DATA FOR THIS EXERCISE =
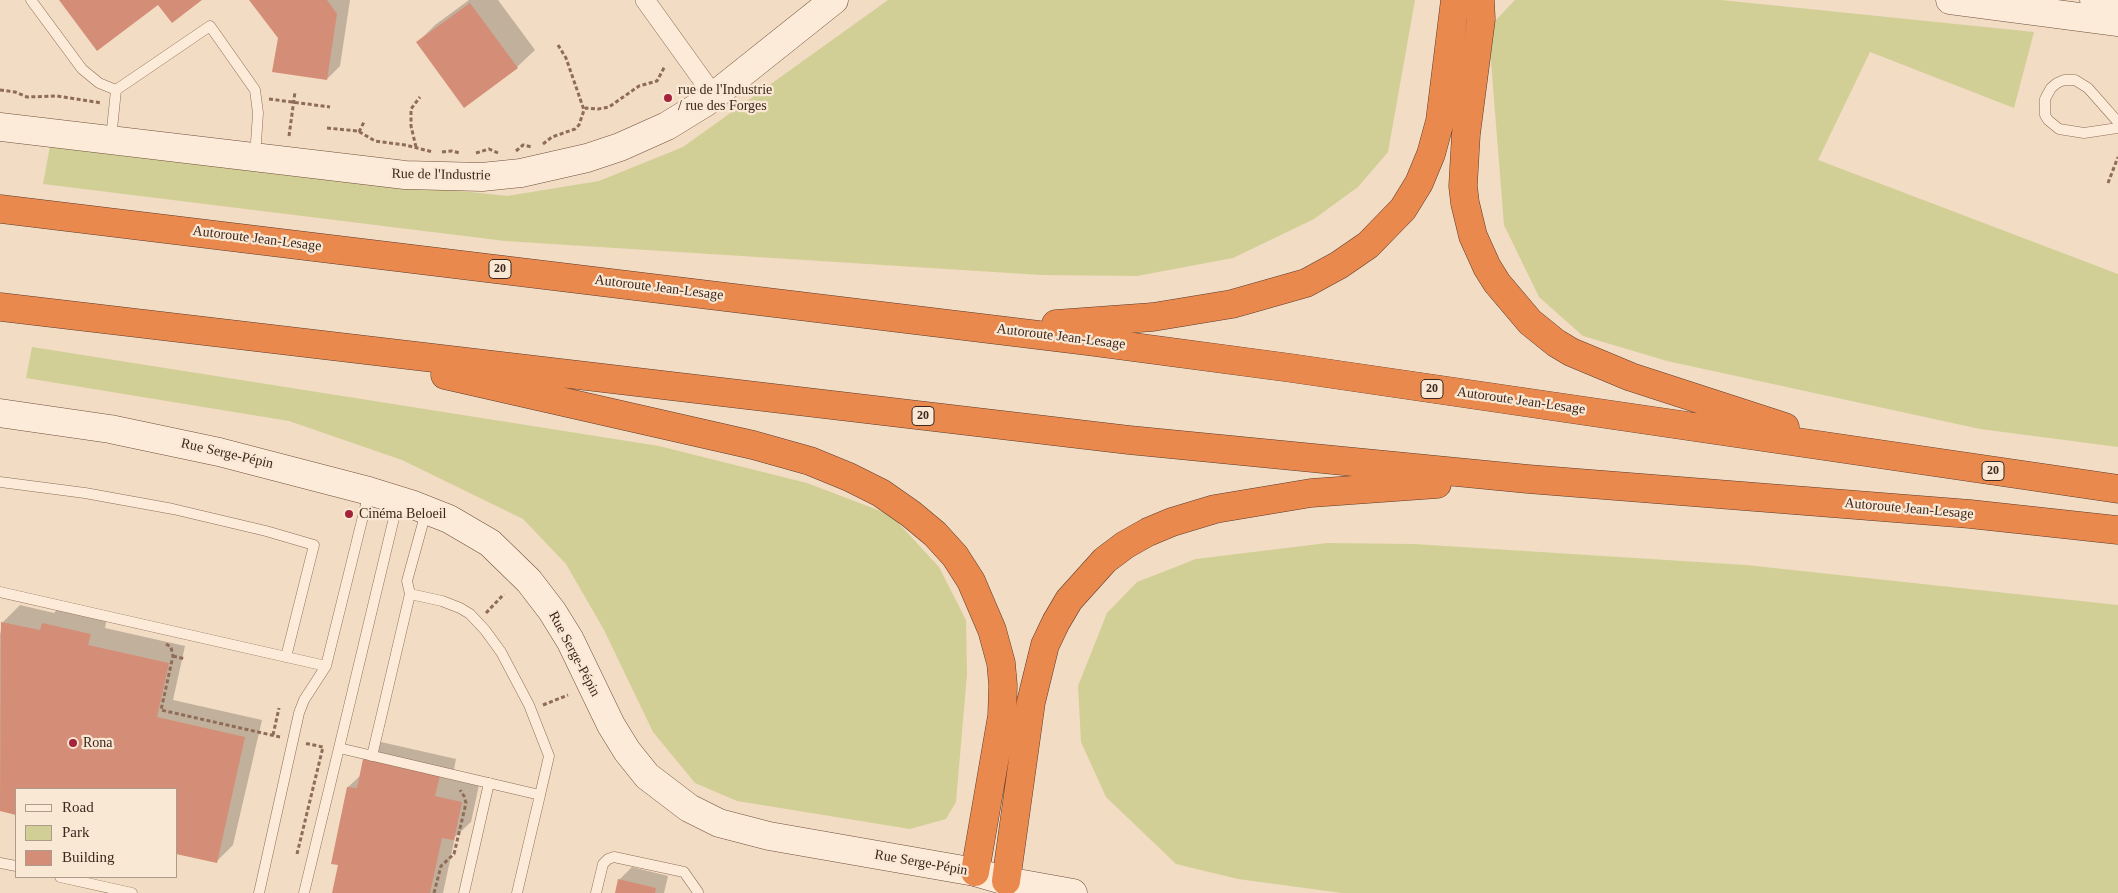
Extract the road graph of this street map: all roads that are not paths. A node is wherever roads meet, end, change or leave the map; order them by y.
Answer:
1 (30, 0) edge
2 (644, 0) edge
3 (834, 0) edge
4 (1455, 0) edge
5 (1950, 0) edge
6 (2111, 5) edge
7 (1485, 6) edge
8 (116, 90) junction
9 (714, 96) junction
10 (2118, 122) edge
11 (0, 127) edge
12 (2118, 128) edge
13 (111, 140) junction
14 (255, 158) junction
15 (0, 209) edge
16 (0, 307) edge
17 (996, 329) junction
18 (320, 345) junction
19 (1, 417) edge
20 (1868, 454) junction
21 (1528, 479) junction
22 (0, 482) edge
23 (2118, 489) edge
24 (370, 491) junction
25 (398, 500) junction
26 (427, 510) junction
27 (2118, 530) edge
28 (0, 592) edge
29 (410, 594) junction
30 (286, 657) junction
31 (326, 666) junction
32 (339, 748) junction
33 (372, 756) junction
34 (488, 783) junction
35 (540, 795) junction
36 (0, 863) edge
37 (15, 866) edge
38 (975, 872) junction
39 (64, 878) edge
40 (1006, 881) junction
41 (698, 892) edge
42 (132, 893) edge
43 (259, 893) edge
44 (304, 893) edge
45 (464, 893) edge
46 (517, 893) edge
47 (596, 893) edge
48 (1073, 893) edge

1 - 8 lane
2 - 9 street
3 - 9 street, Rue de l'Industrie
4 - 17 highway
5 - 6 street
7 - 20 highway
8 - 13 lane
8 - 14 lane
9 - 14 street, Rue de l'Industrie
10 - 12 lane
11 - 13 street, Rue de l'Industrie
13 - 14 street, Rue de l'Industrie
15 - 17 highway, Autoroute Jean-Lesage / 20
16 - 18 highway, Autoroute Jean-Lesage / 20
17 - 20 highway, Autoroute Jean-Lesage / 20
18 - 21 highway, Autoroute Jean-Lesage / 20
18 - 38 highway
19 - 24 street, Rue Serge-Pépin
20 - 23 highway, Autoroute Jean-Lesage / 20
21 - 27 highway, Autoroute Jean-Lesage / 20
21 - 40 highway
22 - 30 lane
24 - 25 street, Rue Serge-Pépin
24 - 31 lane
25 - 26 street, Rue Serge-Pépin
25 - 32 lane
26 - 29 lane
26 - 38 street, Rue Serge-Pépin
28 - 30 lane
29 - 33 lane
29 - 35 lane
30 - 31 lane
31 - 43 lane
32 - 33 lane
32 - 44 lane
33 - 34 lane
34 - 35 lane
34 - 45 lane
35 - 46 lane
36 - 37 lane
38 - 40 street, Rue Serge-Pépin
39 - 42 lane
40 - 48 street, Rue Serge-Pépin
41 - 47 lane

ASSIGNMENT = Leaving every picture out, output the data exactly as it stands.

WRITTEN ANSWER =
Extract the road graph of this street map: all roads that are not paths. A node is wherever roads meet, end, change or leave the map; order them by y.
Answer:
1 (30, 0) edge
2 (644, 0) edge
3 (834, 0) edge
4 (1455, 0) edge
5 (1950, 0) edge
6 (2111, 5) edge
7 (1485, 6) edge
8 (116, 90) junction
9 (714, 96) junction
10 (2118, 122) edge
11 (0, 127) edge
12 (2118, 128) edge
13 (111, 140) junction
14 (255, 158) junction
15 (0, 209) edge
16 (0, 307) edge
17 (996, 329) junction
18 (320, 345) junction
19 (1, 417) edge
20 (1868, 454) junction
21 (1528, 479) junction
22 (0, 482) edge
23 (2118, 489) edge
24 (370, 491) junction
25 (398, 500) junction
26 (427, 510) junction
27 (2118, 530) edge
28 (0, 592) edge
29 (410, 594) junction
30 (286, 657) junction
31 (326, 666) junction
32 (339, 748) junction
33 (372, 756) junction
34 (488, 783) junction
35 (540, 795) junction
36 (0, 863) edge
37 (15, 866) edge
38 (975, 872) junction
39 (64, 878) edge
40 (1006, 881) junction
41 (698, 892) edge
42 (132, 893) edge
43 (259, 893) edge
44 (304, 893) edge
45 (464, 893) edge
46 (517, 893) edge
47 (596, 893) edge
48 (1073, 893) edge

1 - 8 lane
2 - 9 street
3 - 9 street, Rue de l'Industrie
4 - 17 highway
5 - 6 street
7 - 20 highway
8 - 13 lane
8 - 14 lane
9 - 14 street, Rue de l'Industrie
10 - 12 lane
11 - 13 street, Rue de l'Industrie
13 - 14 street, Rue de l'Industrie
15 - 17 highway, Autoroute Jean-Lesage / 20
16 - 18 highway, Autoroute Jean-Lesage / 20
17 - 20 highway, Autoroute Jean-Lesage / 20
18 - 21 highway, Autoroute Jean-Lesage / 20
18 - 38 highway
19 - 24 street, Rue Serge-Pépin
20 - 23 highway, Autoroute Jean-Lesage / 20
21 - 27 highway, Autoroute Jean-Lesage / 20
21 - 40 highway
22 - 30 lane
24 - 25 street, Rue Serge-Pépin
24 - 31 lane
25 - 26 street, Rue Serge-Pépin
25 - 32 lane
26 - 29 lane
26 - 38 street, Rue Serge-Pépin
28 - 30 lane
29 - 33 lane
29 - 35 lane
30 - 31 lane
31 - 43 lane
32 - 33 lane
32 - 44 lane
33 - 34 lane
34 - 35 lane
34 - 45 lane
35 - 46 lane
36 - 37 lane
38 - 40 street, Rue Serge-Pépin
39 - 42 lane
40 - 48 street, Rue Serge-Pépin
41 - 47 lane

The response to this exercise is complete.